C’est un petit bijou qui s’effondre. Construit en 1917 par l’architecte Hubert Bride, ce qu’on appelle aujourd’hui L’Hôtel Lincoln était en fait un immeuble bien plus complet, l’Immeuble Bessonot, du nom du maître d’ouvrage. Ici, on trouvait un hôtel, certes (qui a d’ailleurs changé de nom de nombreuses fois), mais aussi de vastes appartements, occupés majoritairement pas des commerçants, et de nombreuses boutiques, au rez-de-chaussée.
S’il ne s’agissait pas de l’un des plus beaux hôtels de la ville (pas de quoi faire de la concurrence à son voisin, L’Hôtel Excelsior), ce qu’il en reste nous permet tout de même de deviner un lieu agréable, avec ses lintaux en bois sculpté, comme ça se faisait dans les palais
Exemple typique de l’art néo-mauresque, il comprenait ainsi les tuiles vertes et vernis, des détails en forme de dentelle gravés dans la pierre autour des fenêtres, et des loggias dans les étages supérieurs.

Le tramway à ses pieds

Mais ce qui faisait son originalité a causé sa perte. « C’était l’un des seuls bâtiments de cette époque à ne pas être constuit en béton armée, explique Laure Augereau, de l’assocation de protection du patrimoine Casamémoire.
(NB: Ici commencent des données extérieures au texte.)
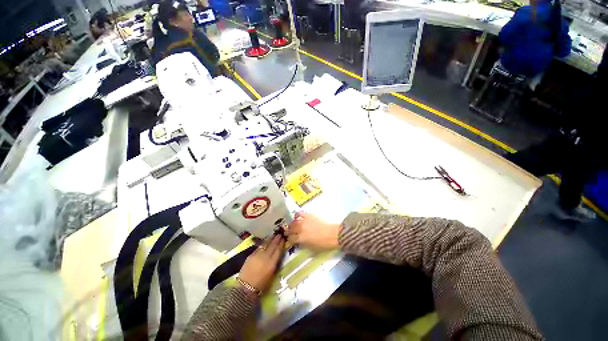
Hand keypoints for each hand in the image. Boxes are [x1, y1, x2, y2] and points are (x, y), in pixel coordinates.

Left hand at [238, 235, 284, 294]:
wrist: (245, 288)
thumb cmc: (261, 286)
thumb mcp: (272, 275)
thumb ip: (275, 264)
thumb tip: (277, 256)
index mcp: (272, 263)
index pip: (278, 250)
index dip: (281, 243)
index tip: (284, 238)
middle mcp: (265, 257)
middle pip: (272, 245)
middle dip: (276, 239)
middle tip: (280, 234)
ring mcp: (258, 255)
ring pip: (265, 244)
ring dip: (270, 239)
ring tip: (273, 235)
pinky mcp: (251, 255)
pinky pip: (259, 247)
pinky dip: (263, 243)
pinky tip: (265, 242)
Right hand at [286, 212, 339, 249]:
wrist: (332, 234)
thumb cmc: (323, 244)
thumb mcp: (312, 248)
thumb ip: (303, 244)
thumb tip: (299, 242)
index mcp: (300, 239)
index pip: (291, 238)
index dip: (289, 238)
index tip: (290, 238)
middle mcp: (300, 229)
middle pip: (291, 228)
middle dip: (289, 230)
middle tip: (290, 231)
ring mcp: (304, 221)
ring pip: (294, 221)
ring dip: (292, 223)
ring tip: (293, 223)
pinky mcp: (308, 215)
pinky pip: (300, 213)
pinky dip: (297, 214)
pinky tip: (297, 215)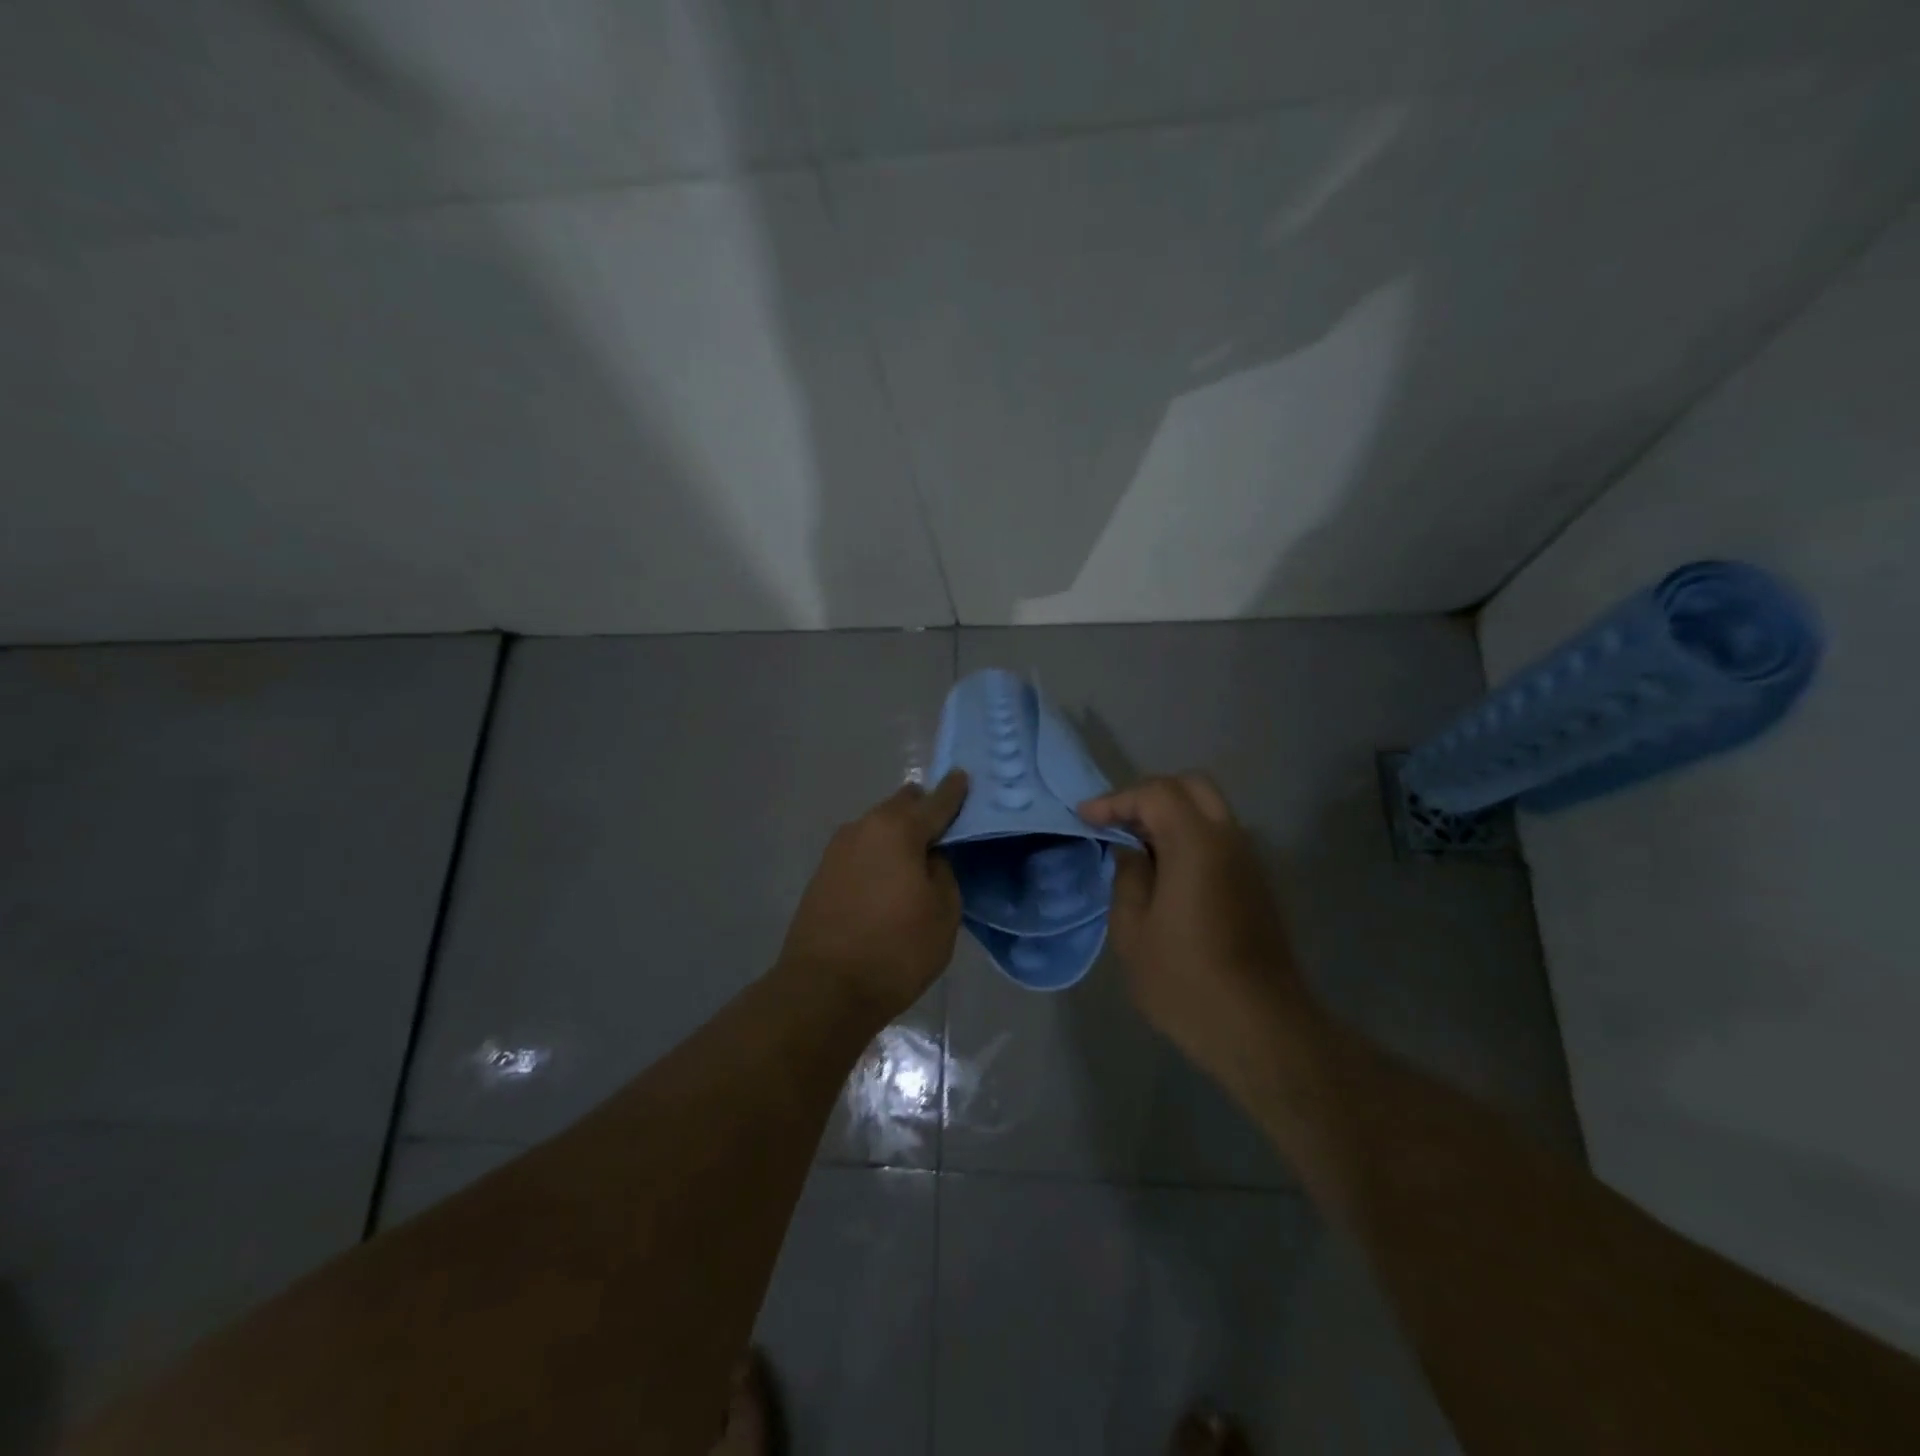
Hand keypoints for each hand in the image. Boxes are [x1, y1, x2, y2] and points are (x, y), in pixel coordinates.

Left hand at [778, 771, 968, 1019]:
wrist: (824, 989)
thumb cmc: (895, 949)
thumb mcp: (942, 912)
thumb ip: (943, 871)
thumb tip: (930, 857)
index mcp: (897, 829)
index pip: (935, 801)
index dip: (954, 791)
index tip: (963, 776)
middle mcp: (863, 828)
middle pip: (900, 806)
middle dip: (922, 810)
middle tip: (944, 827)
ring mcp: (837, 849)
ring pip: (877, 827)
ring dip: (898, 834)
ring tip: (917, 856)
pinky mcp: (822, 873)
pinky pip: (861, 850)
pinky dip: (879, 854)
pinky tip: (889, 876)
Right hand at [1080, 774, 1310, 1073]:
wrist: (1259, 1028)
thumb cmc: (1185, 980)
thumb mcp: (1133, 931)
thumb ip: (1128, 878)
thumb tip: (1132, 853)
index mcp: (1197, 844)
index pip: (1155, 793)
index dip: (1116, 800)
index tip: (1086, 818)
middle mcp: (1229, 840)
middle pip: (1191, 787)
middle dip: (1149, 796)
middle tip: (1117, 822)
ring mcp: (1249, 861)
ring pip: (1210, 810)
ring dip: (1172, 815)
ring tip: (1136, 845)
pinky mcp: (1257, 884)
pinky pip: (1220, 838)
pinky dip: (1190, 835)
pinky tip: (1165, 870)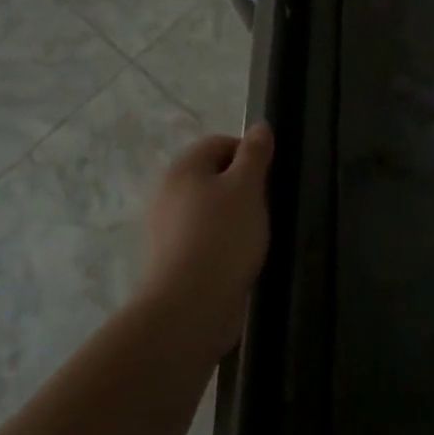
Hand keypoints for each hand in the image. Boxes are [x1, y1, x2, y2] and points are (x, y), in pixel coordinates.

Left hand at [139, 123, 272, 350]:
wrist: (189, 308)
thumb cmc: (223, 235)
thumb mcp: (248, 186)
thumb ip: (255, 153)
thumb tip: (259, 127)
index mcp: (183, 168)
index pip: (220, 143)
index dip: (248, 155)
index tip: (267, 180)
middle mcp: (168, 192)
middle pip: (213, 175)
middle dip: (242, 187)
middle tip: (263, 206)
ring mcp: (166, 228)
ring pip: (210, 208)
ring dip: (234, 216)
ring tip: (254, 235)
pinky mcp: (172, 260)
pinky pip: (203, 237)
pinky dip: (222, 242)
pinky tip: (238, 258)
Il y a une quinzaine d’années, une partie de l’hôtel s’est effondré, faisant plusieurs morts. » C’est le début de la fin. Abandonné, le lieu est petit à petit pillé, y compris les poutres métalliques qui tenaient le bâtiment. Et en 2009, après deux hivers particulièrement pluvieux, les murs imbibés d’eau finissent par s’effondrer. La façace était pourtant inscrite à la liste des monuments historiques. Impossible, donc, pour son propriétaire, de la démolir. Un bras de fer s’engage avec les autorités, pendant que le bâtiment croupit dans ses gravats. Appel, cassation, les collectivités remportent la bataille, et exproprient le propriétaire. Trop tard. Aujourd’hui, ce fleuron de l’art néo mauresque fait triste mine, et celui qui voudra le réhabiliter devra proposer un projet incluant sa façade. « On n’est pas obligés de tout retaper comme à l’origine, ajoute Laure, mais il y a des tas de projets inovants, originaux, qui permettent de conserver la façade tout en adaptant le lieu aux besoins modernes. »
Il ne faudrait toutefois pas refaire la même erreur une seconde fois. A chaque instant, l’Hôtel Lincoln menace de redevenir poussière. Et le tramway, qui doit passer à ses pieds, s’impatiente : ce vieux monsieur instable empêche le progrès d’avancer. Peut-être, finalement, est-ce une chance : pour faire passer le tram de Casablanca, il faudra bien qu’ils prennent une décision. Et sauvent l’Hôtel Lincoln.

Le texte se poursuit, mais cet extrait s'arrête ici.